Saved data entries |
_ _ _ _

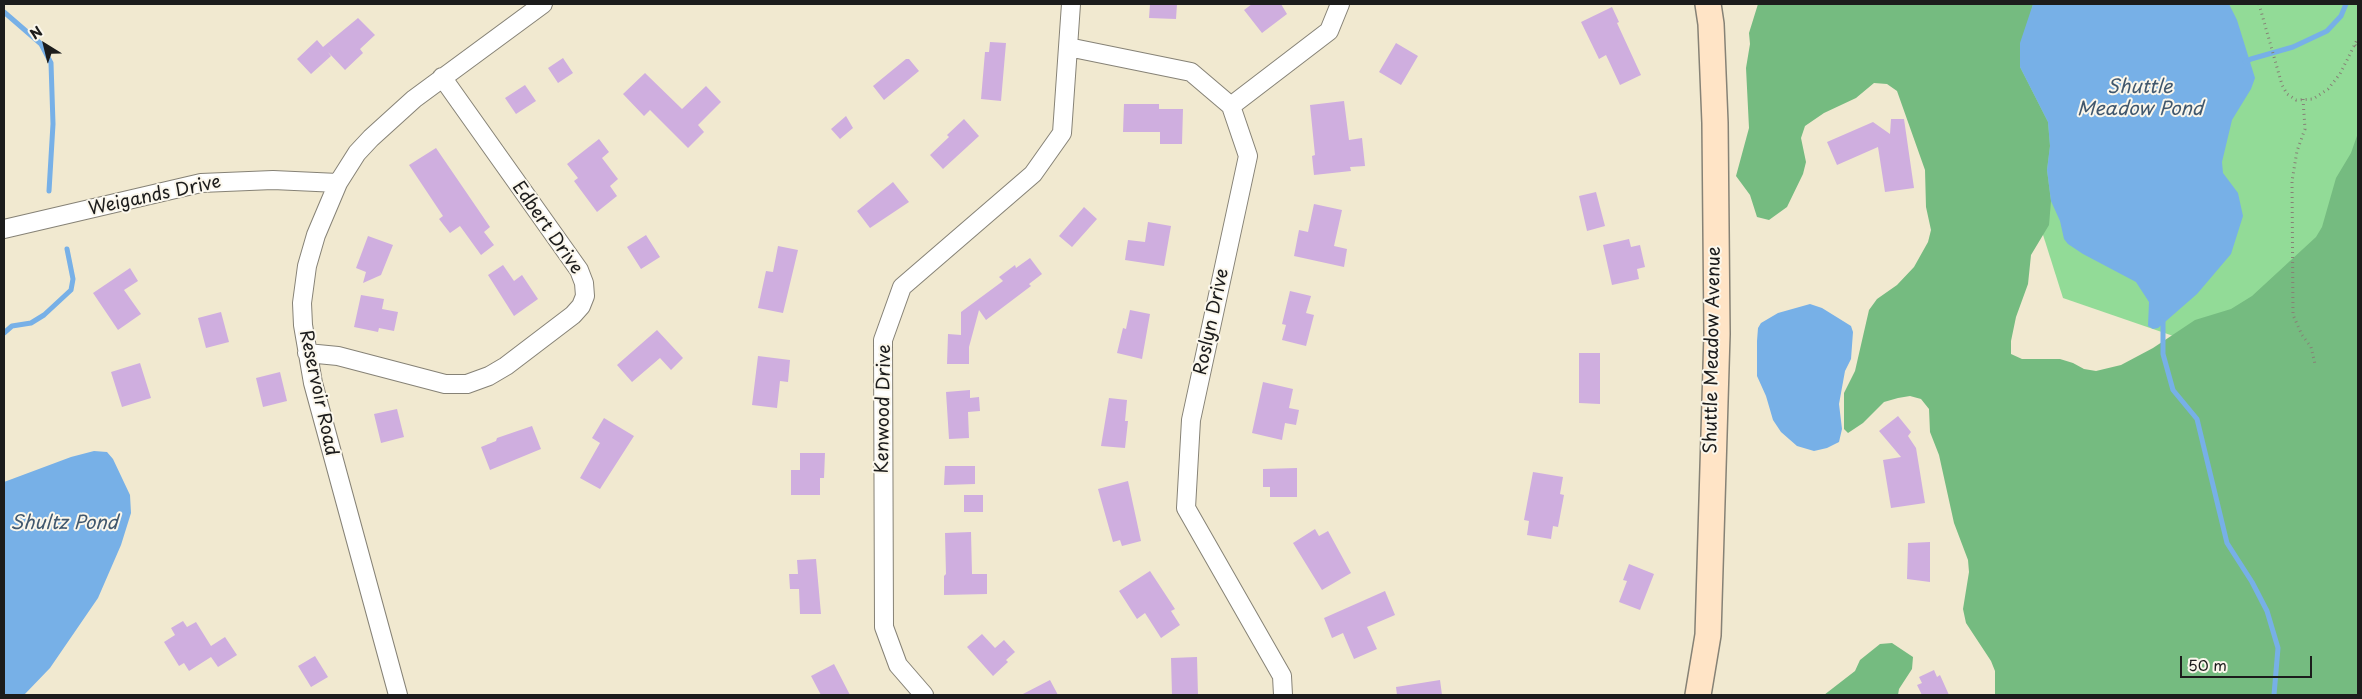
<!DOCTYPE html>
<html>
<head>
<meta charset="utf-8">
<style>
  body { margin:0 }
  #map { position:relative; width:2362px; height:699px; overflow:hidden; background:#f1e9d0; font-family:"Playpen Sans",sans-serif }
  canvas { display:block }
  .frame { position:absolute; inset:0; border:5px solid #1c1c1c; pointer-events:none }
  .north { position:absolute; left:20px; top:20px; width:50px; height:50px; -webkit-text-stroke:4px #fbf7ec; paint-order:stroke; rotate:324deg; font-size:14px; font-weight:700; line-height:20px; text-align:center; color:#1c1c1c }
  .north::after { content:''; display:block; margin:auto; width:18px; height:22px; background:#1c1c1c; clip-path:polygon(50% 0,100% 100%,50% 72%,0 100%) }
  .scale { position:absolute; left:2180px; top:656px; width:132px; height:22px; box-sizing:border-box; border:2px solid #1c1c1c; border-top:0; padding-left:6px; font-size:15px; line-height:18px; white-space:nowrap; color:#1c1c1c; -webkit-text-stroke:4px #fbf7ec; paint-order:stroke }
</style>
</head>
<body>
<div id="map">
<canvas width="2362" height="699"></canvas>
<div class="frame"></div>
<div class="north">N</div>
<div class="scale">50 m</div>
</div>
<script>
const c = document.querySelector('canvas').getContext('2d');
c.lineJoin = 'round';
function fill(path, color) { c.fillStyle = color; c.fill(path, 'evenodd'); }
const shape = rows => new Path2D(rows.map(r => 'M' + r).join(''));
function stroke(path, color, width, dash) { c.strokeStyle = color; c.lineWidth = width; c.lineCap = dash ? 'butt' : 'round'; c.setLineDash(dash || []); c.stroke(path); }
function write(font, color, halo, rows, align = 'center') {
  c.font = font + ' "Playpen Sans",sans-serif'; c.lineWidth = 4; c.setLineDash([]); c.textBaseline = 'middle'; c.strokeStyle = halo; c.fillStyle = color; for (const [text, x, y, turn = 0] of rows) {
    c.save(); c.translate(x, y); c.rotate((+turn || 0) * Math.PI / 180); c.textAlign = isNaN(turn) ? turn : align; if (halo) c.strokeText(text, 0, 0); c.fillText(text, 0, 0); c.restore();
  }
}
fill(shape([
  [1970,4,2358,4,2358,179,2345,276,2211,349,2063,298]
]), '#92db97');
fill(shape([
  [1758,4,2033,4,2020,67,2048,122,2050,146,2047,170,2051,201,2049,225,2031,255,2028,284,2016,317,2011,341,2011,354,2022,359,2060,359,2073,363,2084,369,2096,371,2121,365,2153,348,2195,320,2231,309,2252,296,2316,237,2322,227,2336,178,2351,153,2358,133,2358,695,1995,695,1995,671,1991,661,1966,623,1963,609,1969,572,1968,560,1954,523,1939,455,1930,432,1929,409,1921,399,1910,396,1898,398,1884,402,1863,423,1848,433,1844,429,1844,393,1855,371,1869,310,1877,299,1897,285,1914,267,1928,242,1931,230,1926,207,1925,170,1897,91,1887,84,1874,83,1856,98,1824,113,1805,126,1801,138,1806,162,1803,174,1787,207,1769,220,1757,217,1750,195,1736,176,1749,128,1746,68,1750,44,1749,33],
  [1892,643,1913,657,1912,669,1899,689,1898,695,1824,695,1855,671,1860,660,1880,644]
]), '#75bb80');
fill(shape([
  [2033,4,2229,4,2237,20,2255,78,2251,89,2232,120,2222,162,2223,173,2238,193,2243,216,2231,254,2197,294,2158,328,2153,329,2148,326,2149,302,2136,282,2083,254,2068,244,2064,239,2060,221,2051,201,2047,170,2050,146,2048,122,2020,67,2020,43],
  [1810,304,1822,308,1843,321,1851,326,1853,332,1851,359,1845,371,1839,404,1842,429,1839,442,1827,448,1814,451,1797,446,1781,432,1773,420,1766,396,1757,376,1757,341,1758,328,1761,323,1778,313],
  [94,451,107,452,113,459,130,495,131,513,121,545,98,598,50,668,24,695,4,695,4,482,71,457]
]), '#77b0e7');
stroke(shape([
  [4,12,41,44,51,63,53,124,49,191],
  [2245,62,2251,59,2293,47,2327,31,2341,16,2346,4],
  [2163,320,2163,354,2173,390,2197,419,2227,543,2252,582,2267,611,2278,648,2274,695],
  [4,333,12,326,31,323,44,315,71,290,73,279,67,249]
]), '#77b0e7', 5);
fill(shape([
  [1150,4,1177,4,1176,19,1149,18],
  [1252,4,1281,4,1287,14,1262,33,1244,10],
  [1612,7,1619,22,1617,23,1641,75,1620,85,1606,55,1599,59,1581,22],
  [358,18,375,35,360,49,363,53,345,70,328,52,331,56,311,74,297,59,317,40,323,47],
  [990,42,1006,43,1001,101,981,99,985,52,989,52],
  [1396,43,1418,56,1401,85,1379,72],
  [563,58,573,73,558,83,548,68],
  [906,59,909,59,919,71,884,100,873,86],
  [645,73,682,109,706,86,721,102,698,125,704,132,688,148,650,110,644,116,623,94],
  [525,85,536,101,516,114,505,98],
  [1344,101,1349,140,1362,138,1365,166,1350,167,1351,171,1314,175,1312,156,1315,155,1310,105],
  [1124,104,1159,104,1159,109,1183,109,1182,144,1160,144,1160,132,1123,132],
  [846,116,853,128,840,139,831,129],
  [964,119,979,136,943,169,930,155,949,137,947,135],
  [1891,119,1904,119,1914,188,1885,192,1878,147,1837,165,1827,142,1873,122,1890,134],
  [599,139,609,152,602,158,618,179,610,186,617,196,597,212,574,181,578,178,567,164],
  [436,148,490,227,484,232,494,245,481,255,460,226,450,233,439,219,443,216,409,165],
  [893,182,909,202,870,228,857,211],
  [1596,192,1605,226,1587,231,1579,196],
  [1314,204,1342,210,1334,246,1347,249,1344,267,1294,256,1299,230,1308,232],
  [1084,207,1097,219,1072,247,1059,236],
  [1148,222,1171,226,1164,266,1125,260,1128,240,1145,242],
  [646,235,660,257,641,269,627,247],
  [368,236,393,245,381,275,363,283,366,272,356,268],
  [1629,239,1631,247,1640,245,1645,267,1637,269,1639,279,1612,285,1603,245],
  [778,246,798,250,783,313,758,308,766,271,773,272],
  [1030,258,1042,274,1029,284,1031,286,986,320,979,310,969,347,969,364,947,364,948,334,961,335,961,312,1003,281,999,277,1015,265,1016,268],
  [503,265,514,281,522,275,538,299,514,316,488,275],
  [130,268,138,281,124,290,141,314,118,330,93,293],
  [1290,291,1311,296,1306,313,1314,315,1306,346,1282,340,1286,325,1282,324],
  [361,295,384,299,382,309,398,312,394,331,379,328,378,332,354,327],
  [1130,310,1150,314,1142,359,1117,353,1123,328,1126,329],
  [221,312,229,342,206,348,198,318],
  [657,330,683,358,671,370,660,358,632,382,617,365],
  [1579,353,1600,353,1600,404,1579,403],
  [758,356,790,360,788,382,780,381,777,408,752,405],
  [140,363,151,398,122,407,111,372],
  [280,372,287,401,263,407,256,378],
  [1263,382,1293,389,1289,408,1299,410,1296,425,1285,423,1282,440,1252,433],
  [970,390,970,398,979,397,980,411,968,412,969,438,949,439,946,392],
  [1109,398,1127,400,1125,421,1128,421,1125,448,1101,446],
  [397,409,404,437,381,443,374,414],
  [1898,416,1911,432,1908,436,1916,448,1925,503,1891,508,1883,460,1901,457,1879,431],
  [604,418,634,436,600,489,580,478,600,443,592,438],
  [532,426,541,449,490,470,481,447,496,441,497,438],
  [800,453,825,453,824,478,820,478,820,495,791,495,791,470,800,470],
  [945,466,975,466,975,484,944,485],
  [1297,468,1297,497,1270,497,1270,487,1263,487,1263,469],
  [1533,472,1563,477,1560,494,1564,495,1558,527,1553,526,1551,539,1527,535,1529,521,1524,520],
  [1128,481,1141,541,1122,546,1120,540,1113,542,1098,489],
  [964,495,983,495,983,512,964,512],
  [1315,529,1319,536,1328,531,1351,573,1322,590,1293,543],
  [971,532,972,574,987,574,987,594,944,595,944,576,946,574,945,533],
  [1930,542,1930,582,1907,579,1908,543],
  [816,559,821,614,800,614,799,589,790,589,789,574,798,574,797,560],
  [1629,564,1654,574,1640,610,1619,602,1627,581,1623,580],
  [1150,571,1175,609,1171,611,1180,625,1161,638,1145,613,1137,619,1119,591],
  [1385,591,1395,615,1367,627,1377,649,1354,659,1343,633,1332,638,1324,618],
  [183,621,187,627,196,622,211,646,225,637,237,655,218,667,211,657,189,671,184,663,179,666,164,642,175,635,171,628],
  [982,634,995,648,1004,640,1015,652,1006,660,1008,662,993,676,967,647],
  [315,656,328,677,311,687,298,666],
  [1197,657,1198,695,1172,695,1171,658],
  [834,664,850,695,821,695,811,676],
  [1934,670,1937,677,1940,675,1949,695,1922,695,1917,685,1922,683,1919,677],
  [1050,680,1058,695,1021,695],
  [1440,680,1442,695,1397,695,1396,687]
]), '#cfaedf');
const street = shape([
  [1068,47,1191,72,1231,106,1248,156,1191,420,1186,508,1282,676,1283,695],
  [1231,106,1329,31,1340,4],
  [4,229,201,183,273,180,338,183],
  [307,353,338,356,445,384,467,384,489,376,506,366,573,315,581,306,585,296,584,283,579,270,442,77],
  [398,695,313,383,303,325,302,303,307,266,316,235,338,183,357,153,371,138,414,99,543,4],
  [924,695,898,665,884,627,883,340,902,287,1033,174,1062,133,1071,4]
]);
const secondary = shape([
  [1698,695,1708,635,1717,334,1715,123,1711,24,1708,4]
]);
stroke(street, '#868276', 20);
stroke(secondary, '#868276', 28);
stroke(shape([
  [2259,4,2282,85,2287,94,2296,100,2313,99,2328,89,2340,74,2358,38],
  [2355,45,2358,49],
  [2303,99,2305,129,2297,151,2292,181,2293,315,2302,335,2311,347,2315,364]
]), '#868276', 3, [1, 4]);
stroke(street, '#fff', 18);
stroke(secondary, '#ffe4c6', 25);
write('18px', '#1c1c1c', '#fbf7ec', [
  ["Weigands Drive",155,196,-12],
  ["Edbert Drive",547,228,55],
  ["Roslyn Drive",1212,322,-78],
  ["Shuttle Meadow Avenue",1713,350,-89],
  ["Reservoir Road",318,393,78],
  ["Kenwood Drive",884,409,-89]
]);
write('italic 19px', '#40576d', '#fbf7ec', [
  ["Shuttle",2140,88],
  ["Meadow Pond",2140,110],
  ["Shultz Pond",64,524]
]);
</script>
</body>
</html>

_ _ _ _

How to complete this task |
Could you return all lines from the data above that contain the string "rows"?

Result for this exercise |
const shape = rows => new Path2D(rows.map(r => 'M' + r).join(''));
function write(font, color, halo, rows, align = 'center') {
  c.font = font + ' "Playpen Sans",sans-serif'; c.lineWidth = 4; c.setLineDash([]); c.textBaseline = 'middle'; c.strokeStyle = halo; c.fillStyle = color; for (const [text, x, y, turn = 0] of rows) {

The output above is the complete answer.